Este no es un escenario descabellado: las plataformas ya están restringiendo la mayor parte del contenido que incluso podría estar vagamente vinculado a organizaciones terroristas extranjeras por temor a que las leyes de asistencia material puedan hacerlas responsables. Como resultado, se han eliminado las referencias a crímenes de guerra en Siria e importantes contradiscursos contra organizaciones terroristas en el extranjero. De manera similar, las plataformas han sido criticadas por bloquear contenido que parece estar relacionado con países bajo sanciones de EE. UU. En un ejemplo particularmente absurdo: Etsy ha prohibido una muñeca hecha a mano, Fabricado en Estados Unidos porque el listado incluía la palabra «persa».

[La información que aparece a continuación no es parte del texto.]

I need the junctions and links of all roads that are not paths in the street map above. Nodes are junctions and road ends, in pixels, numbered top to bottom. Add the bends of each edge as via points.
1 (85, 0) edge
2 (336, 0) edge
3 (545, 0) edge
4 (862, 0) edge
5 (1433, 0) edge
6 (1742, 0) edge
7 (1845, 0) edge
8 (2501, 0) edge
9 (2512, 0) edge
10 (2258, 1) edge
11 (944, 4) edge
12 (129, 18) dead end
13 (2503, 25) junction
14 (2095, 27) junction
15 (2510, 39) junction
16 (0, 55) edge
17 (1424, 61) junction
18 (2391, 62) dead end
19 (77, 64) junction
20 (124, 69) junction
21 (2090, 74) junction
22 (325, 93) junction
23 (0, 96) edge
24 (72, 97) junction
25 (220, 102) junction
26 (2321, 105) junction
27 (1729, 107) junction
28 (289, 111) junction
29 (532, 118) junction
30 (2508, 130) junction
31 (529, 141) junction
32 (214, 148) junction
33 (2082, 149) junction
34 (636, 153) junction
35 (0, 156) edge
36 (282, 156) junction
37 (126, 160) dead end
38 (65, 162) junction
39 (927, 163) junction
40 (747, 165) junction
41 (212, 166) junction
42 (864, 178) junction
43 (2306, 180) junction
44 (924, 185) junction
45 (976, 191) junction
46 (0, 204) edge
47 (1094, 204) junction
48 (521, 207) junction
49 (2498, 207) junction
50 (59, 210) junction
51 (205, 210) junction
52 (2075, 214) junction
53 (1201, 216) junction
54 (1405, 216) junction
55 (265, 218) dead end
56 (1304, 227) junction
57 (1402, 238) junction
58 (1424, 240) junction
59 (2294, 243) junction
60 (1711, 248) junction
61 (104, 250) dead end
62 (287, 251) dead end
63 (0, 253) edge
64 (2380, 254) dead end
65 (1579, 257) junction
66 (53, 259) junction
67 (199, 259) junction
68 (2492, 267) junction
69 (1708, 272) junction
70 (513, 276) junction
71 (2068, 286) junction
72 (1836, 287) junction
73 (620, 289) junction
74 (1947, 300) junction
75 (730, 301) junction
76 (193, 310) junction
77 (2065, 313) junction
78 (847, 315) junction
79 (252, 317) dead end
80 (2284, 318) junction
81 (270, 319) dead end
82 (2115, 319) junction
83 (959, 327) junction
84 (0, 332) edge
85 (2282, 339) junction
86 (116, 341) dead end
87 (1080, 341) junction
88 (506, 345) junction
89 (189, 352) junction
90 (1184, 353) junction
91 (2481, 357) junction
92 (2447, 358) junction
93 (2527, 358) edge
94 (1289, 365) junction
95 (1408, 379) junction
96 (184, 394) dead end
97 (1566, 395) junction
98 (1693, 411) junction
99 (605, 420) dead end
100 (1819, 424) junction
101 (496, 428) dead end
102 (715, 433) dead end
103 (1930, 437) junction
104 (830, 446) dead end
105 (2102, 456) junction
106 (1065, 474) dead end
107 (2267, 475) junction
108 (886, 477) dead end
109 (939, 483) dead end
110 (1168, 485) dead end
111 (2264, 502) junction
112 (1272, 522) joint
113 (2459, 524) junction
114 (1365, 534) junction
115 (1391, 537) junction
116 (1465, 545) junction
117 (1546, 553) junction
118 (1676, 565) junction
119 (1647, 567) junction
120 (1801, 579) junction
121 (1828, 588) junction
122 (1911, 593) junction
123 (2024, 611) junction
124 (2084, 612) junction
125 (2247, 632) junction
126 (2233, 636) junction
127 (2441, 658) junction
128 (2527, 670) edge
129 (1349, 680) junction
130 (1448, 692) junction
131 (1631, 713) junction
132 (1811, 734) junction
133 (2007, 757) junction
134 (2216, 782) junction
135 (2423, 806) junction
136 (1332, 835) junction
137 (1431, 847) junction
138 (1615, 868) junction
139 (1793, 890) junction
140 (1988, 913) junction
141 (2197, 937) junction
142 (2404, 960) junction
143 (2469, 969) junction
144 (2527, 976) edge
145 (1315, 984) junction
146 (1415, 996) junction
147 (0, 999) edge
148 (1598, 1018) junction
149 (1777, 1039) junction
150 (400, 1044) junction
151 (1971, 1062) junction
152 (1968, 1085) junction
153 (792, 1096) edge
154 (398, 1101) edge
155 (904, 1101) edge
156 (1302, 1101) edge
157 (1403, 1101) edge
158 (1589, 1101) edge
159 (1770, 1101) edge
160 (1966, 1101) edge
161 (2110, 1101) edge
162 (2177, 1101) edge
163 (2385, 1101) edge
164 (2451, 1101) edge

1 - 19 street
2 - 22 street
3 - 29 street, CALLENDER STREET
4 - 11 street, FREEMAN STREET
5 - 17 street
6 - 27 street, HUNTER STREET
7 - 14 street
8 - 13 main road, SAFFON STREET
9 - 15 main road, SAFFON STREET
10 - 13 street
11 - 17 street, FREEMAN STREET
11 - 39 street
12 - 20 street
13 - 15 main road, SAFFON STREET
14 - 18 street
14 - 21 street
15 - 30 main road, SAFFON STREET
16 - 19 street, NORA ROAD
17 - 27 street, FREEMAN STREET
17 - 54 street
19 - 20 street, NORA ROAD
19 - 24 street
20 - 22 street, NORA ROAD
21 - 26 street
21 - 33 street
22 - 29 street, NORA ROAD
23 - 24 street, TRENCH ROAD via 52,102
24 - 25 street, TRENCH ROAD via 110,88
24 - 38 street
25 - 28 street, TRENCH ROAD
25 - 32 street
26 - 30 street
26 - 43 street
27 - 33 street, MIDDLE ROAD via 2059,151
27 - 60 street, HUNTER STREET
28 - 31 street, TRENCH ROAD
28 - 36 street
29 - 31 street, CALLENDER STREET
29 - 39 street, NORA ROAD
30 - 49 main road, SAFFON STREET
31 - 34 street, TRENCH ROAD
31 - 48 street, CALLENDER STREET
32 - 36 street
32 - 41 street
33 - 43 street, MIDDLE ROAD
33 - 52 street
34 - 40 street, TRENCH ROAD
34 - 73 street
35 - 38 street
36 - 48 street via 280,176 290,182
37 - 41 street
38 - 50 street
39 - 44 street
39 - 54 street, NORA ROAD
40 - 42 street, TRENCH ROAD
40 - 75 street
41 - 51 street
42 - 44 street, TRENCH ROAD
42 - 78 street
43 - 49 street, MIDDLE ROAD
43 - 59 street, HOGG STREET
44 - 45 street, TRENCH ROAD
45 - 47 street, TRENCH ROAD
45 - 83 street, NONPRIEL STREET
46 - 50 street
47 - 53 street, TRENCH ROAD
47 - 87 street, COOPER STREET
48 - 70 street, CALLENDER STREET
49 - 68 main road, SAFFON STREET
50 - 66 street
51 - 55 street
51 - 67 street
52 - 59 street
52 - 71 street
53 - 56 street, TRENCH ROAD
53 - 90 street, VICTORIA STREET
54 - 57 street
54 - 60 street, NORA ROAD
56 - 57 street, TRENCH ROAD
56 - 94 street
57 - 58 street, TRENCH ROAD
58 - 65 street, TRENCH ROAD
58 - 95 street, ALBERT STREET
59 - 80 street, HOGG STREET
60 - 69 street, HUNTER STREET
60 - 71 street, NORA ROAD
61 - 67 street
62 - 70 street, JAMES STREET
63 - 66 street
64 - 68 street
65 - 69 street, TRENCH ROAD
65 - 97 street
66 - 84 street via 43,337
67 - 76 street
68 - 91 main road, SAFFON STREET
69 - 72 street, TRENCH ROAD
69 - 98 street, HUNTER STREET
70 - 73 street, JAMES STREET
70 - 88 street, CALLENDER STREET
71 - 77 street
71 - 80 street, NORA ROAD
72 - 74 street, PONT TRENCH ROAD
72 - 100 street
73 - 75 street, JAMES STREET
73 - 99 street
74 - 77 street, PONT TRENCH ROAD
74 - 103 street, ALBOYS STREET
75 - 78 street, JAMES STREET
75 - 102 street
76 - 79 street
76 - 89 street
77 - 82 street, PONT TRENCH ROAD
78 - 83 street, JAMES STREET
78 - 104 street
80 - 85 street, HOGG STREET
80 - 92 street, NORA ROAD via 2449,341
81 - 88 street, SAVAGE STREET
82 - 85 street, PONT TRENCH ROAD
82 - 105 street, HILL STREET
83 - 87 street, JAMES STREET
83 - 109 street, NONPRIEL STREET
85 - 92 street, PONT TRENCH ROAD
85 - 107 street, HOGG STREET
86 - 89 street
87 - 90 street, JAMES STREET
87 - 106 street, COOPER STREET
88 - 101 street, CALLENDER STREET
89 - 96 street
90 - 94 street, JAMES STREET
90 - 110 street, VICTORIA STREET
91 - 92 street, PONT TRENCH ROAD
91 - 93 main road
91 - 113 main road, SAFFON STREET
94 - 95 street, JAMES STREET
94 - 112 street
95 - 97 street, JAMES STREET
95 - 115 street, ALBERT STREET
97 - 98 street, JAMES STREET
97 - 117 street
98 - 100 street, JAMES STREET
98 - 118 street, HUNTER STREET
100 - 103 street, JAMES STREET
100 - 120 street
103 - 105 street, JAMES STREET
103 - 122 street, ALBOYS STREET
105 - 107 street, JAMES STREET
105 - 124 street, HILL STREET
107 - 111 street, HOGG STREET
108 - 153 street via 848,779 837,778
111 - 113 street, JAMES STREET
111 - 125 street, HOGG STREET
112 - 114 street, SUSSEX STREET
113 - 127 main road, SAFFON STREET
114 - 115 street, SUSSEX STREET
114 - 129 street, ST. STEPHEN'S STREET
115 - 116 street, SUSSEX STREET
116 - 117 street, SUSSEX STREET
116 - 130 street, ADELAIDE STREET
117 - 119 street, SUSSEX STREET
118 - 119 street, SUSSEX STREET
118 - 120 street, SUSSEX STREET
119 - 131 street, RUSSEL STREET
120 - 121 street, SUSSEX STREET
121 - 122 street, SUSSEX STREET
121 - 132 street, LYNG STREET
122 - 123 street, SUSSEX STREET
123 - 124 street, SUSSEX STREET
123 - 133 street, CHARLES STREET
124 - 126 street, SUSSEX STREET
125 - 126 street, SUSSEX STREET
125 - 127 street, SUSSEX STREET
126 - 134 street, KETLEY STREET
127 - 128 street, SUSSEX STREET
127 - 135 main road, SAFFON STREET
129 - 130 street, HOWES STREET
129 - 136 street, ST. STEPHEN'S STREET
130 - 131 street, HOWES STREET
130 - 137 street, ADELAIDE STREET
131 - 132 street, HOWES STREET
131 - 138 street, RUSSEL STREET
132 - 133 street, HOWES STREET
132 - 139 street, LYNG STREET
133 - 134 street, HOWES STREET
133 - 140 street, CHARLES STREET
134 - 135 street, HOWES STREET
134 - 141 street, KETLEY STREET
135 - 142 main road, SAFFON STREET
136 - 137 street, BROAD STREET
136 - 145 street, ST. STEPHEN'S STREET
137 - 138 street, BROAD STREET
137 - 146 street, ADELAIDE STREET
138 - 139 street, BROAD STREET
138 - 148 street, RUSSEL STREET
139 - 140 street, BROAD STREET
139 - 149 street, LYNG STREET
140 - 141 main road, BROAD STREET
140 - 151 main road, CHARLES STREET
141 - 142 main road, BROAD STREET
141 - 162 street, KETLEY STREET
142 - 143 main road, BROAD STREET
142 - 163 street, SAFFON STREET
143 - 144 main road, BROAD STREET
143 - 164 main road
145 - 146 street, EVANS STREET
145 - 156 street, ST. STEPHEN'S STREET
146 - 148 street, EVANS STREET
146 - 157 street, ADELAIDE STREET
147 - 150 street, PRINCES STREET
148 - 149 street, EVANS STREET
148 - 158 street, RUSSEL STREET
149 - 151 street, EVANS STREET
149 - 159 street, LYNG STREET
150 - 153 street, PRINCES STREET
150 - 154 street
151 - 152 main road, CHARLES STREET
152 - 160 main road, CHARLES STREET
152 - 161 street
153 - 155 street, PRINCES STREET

No es difícil ver cómo el aumento de la responsabilidad de la plataforma puede resultar en empresas cuyo único interés no es conectar el mundo sino beneficiarse de él, eliminando un discurso aún más importante.

Las plataformas no tienen que ser neutrales, pero tienen que jugar limpio

Independientemente de lo que repita una y otra vez el senador Ted Cruz, no hay nada que exija que estas plataformas sean neutrales y no deban serlo. Si Facebook quiere echar a Trump, o fotos de madres que amamantan, esa es la prerrogativa de la compañía. El problema no es que Facebook tenga derecho a hacerlo, sino que sus usuarios prácticamente no tienen a dónde ir debido a sus adquisiciones y su crecimiento sin obstáculos y ya no tienen que lidiar con reglas cada vez más problemáticas y moderación automatizada de contenido.

La respuesta no es eliminar la Sección 230 (que a su vez impediría la competencia) sino crear las condiciones para una mayor competencia. Aquí es donde la administración Biden debería centrar su atención en los próximos meses. Dichos esfuerzos deben incluir llegar a expertos en promoción y moderación de contenido académico para comprender la variedad de problemas que enfrentan los usuarios en todo el mundo, en lugar de solo centrarse en el debate dentro de los EE. UU.